Milton Earl McGregor (born May 1939 in Hartford, Geneva County; died March 25, 2018 in Montgomery) was a gambling promoter and political operative based in Montgomery. He was the president and CEO of the Jefferson County Racing Association and the Macon County Greyhound Park (VictoryLand) in Shorter. He was also part owner of the Southern Springs Nursing Home in Union Springs and of Union Street Partners in Montgomery, and was a member of the Board of Directors of Colonial Bank.

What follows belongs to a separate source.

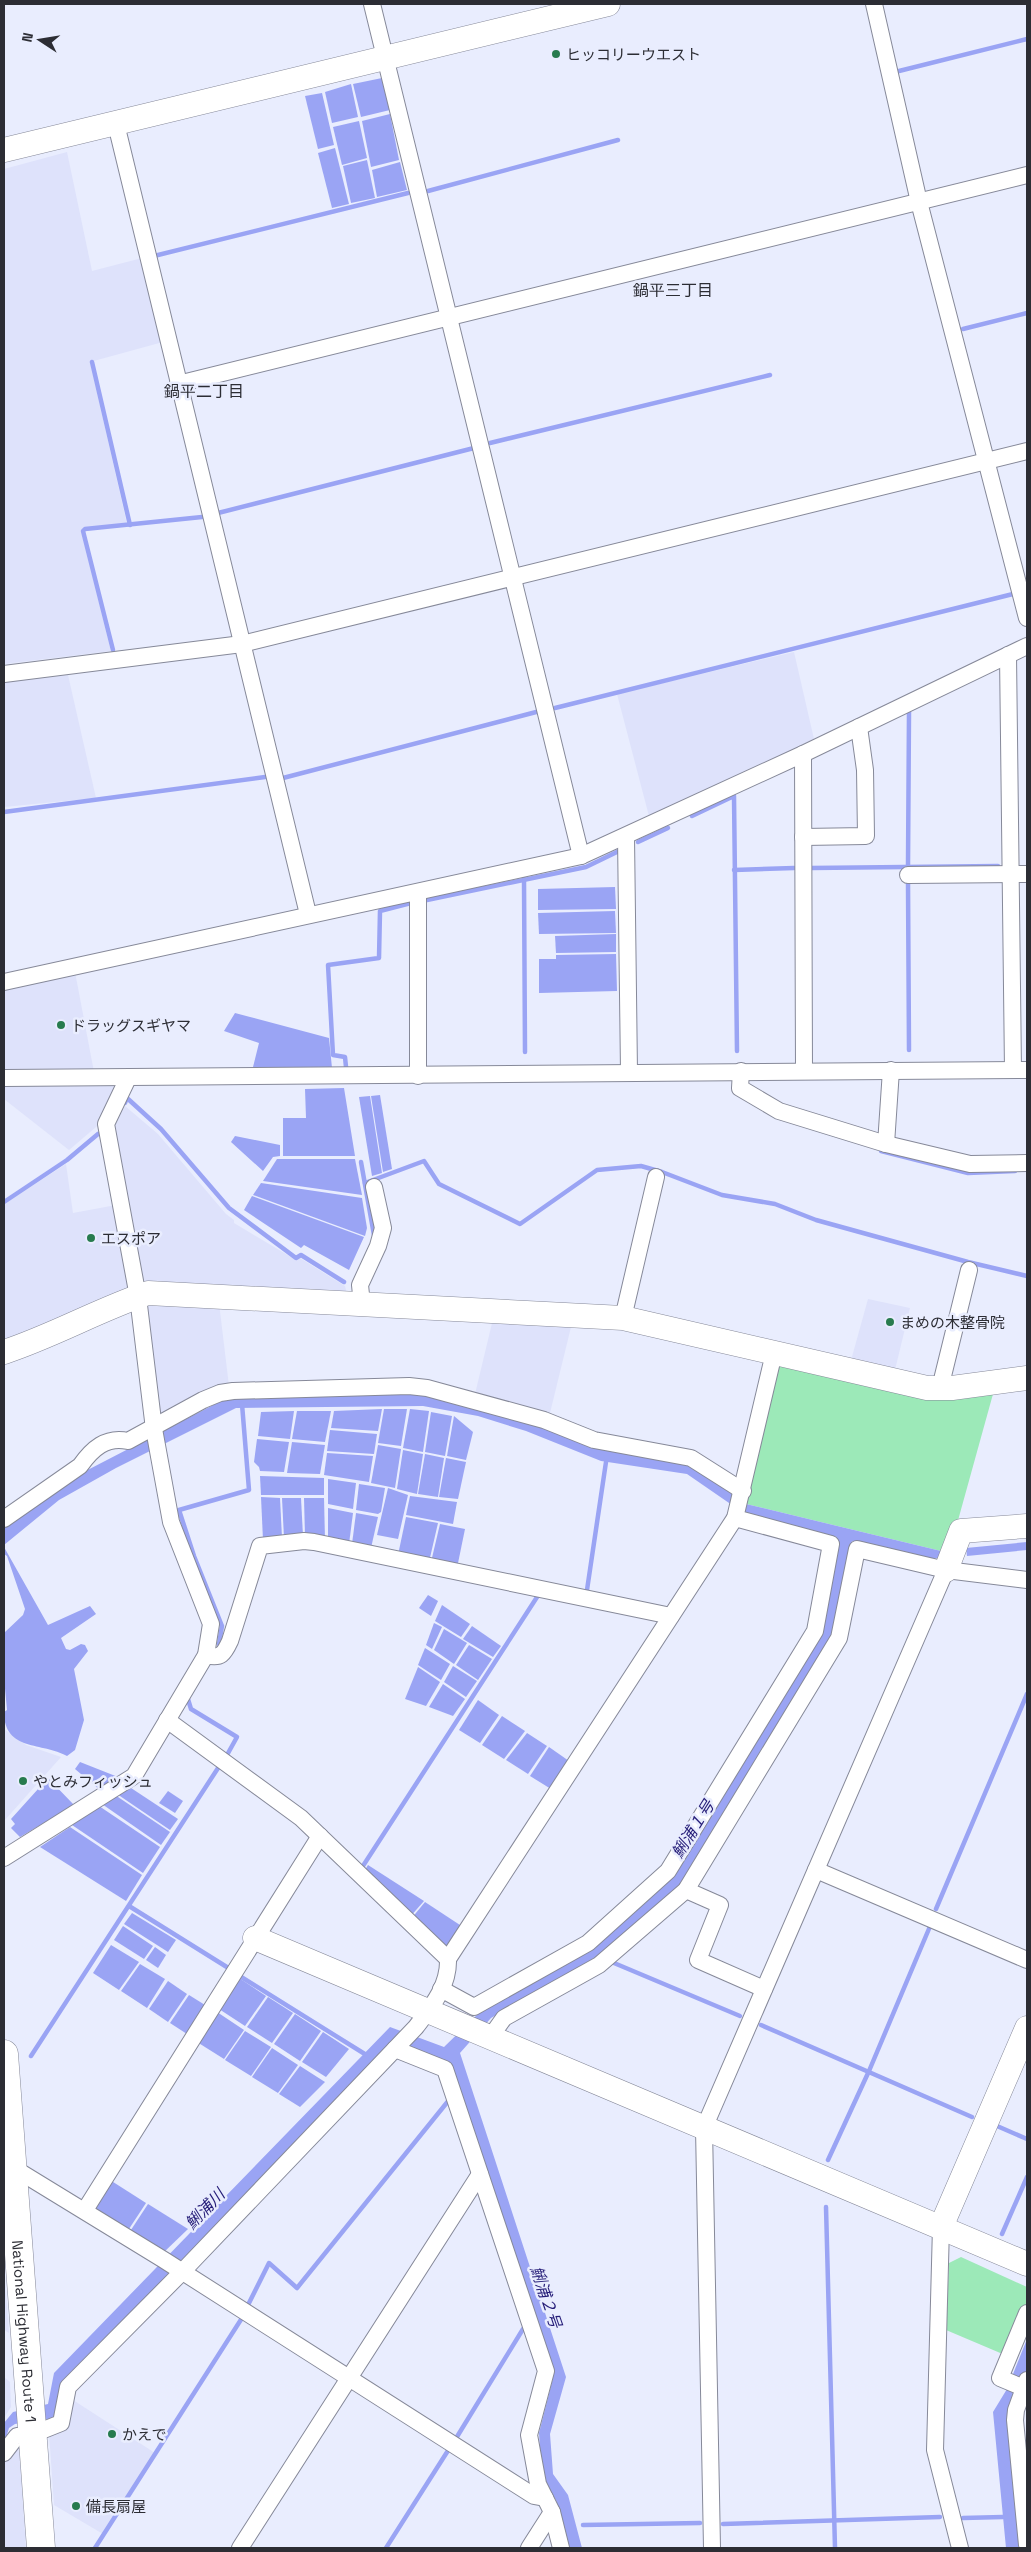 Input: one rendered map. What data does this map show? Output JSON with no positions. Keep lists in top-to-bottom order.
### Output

McGregor was the younger brother of Wiregrass political icon Tom McGregor. He was drafted into the Army while a student at Troy University in the late 1950s. He later joined the Army National Guard and enrolled at Auburn University before he was called to active duty during the 1961 Berlin crisis. He spent a year in the Mojave Desert in training drills.
McGregor completed his degree in business administration and finance at Auburn and moved to Huntsville to work in the aerospace industry. When his mother died in 1968 he returned home to manage family affairs and worked as a civilian contractor at Fort Rucker. While there he began dating Patricia Turner, whom he soon married.
McGregor took over the Happy Tymes video arcade chain in the early 1980s and expanded it to several locations across south Alabama and northwest Florida. He opened his first greyhound track, VictoryLand, in Macon County in 1983, shortly after a gambling referendum was passed. He put up his family's land as collateral for the $10-12 million investment. The track was an immediate success.
In 1992 McGregor purchased the Birmingham Race Course from AmSouth Bank and formed the Jefferson County Racing Association to operate it. The purchased included seven parcels totaling over 250 acres surrounding the facility. Birmingham mayor Larry Langford preferred the area as the site of his proposed domed stadium and indicated that McGregor, who happened to be the largest individual contributor to Langford's mayoral campaign, might donate the land for the project. After Langford was convicted of bribery and conspiracy, lawsuits were filed claiming he had won hundreds of jackpots totaling $1.5 million at rigged bingo machines at VictoryLand.
In October 2010 McGregor and ten other figures from business and politics were indicted by federal prosecutors following an investigation of illegal influence in the Alabama Legislature over the issue of legalizing electronic bingo. All the defendants were found not guilty in March 2012.
McGregor died at home in March 2018. He was survived by his wife, Patricia, and two daughters, Kim and Cindy. Their son Steve died of a blood clot in 1980.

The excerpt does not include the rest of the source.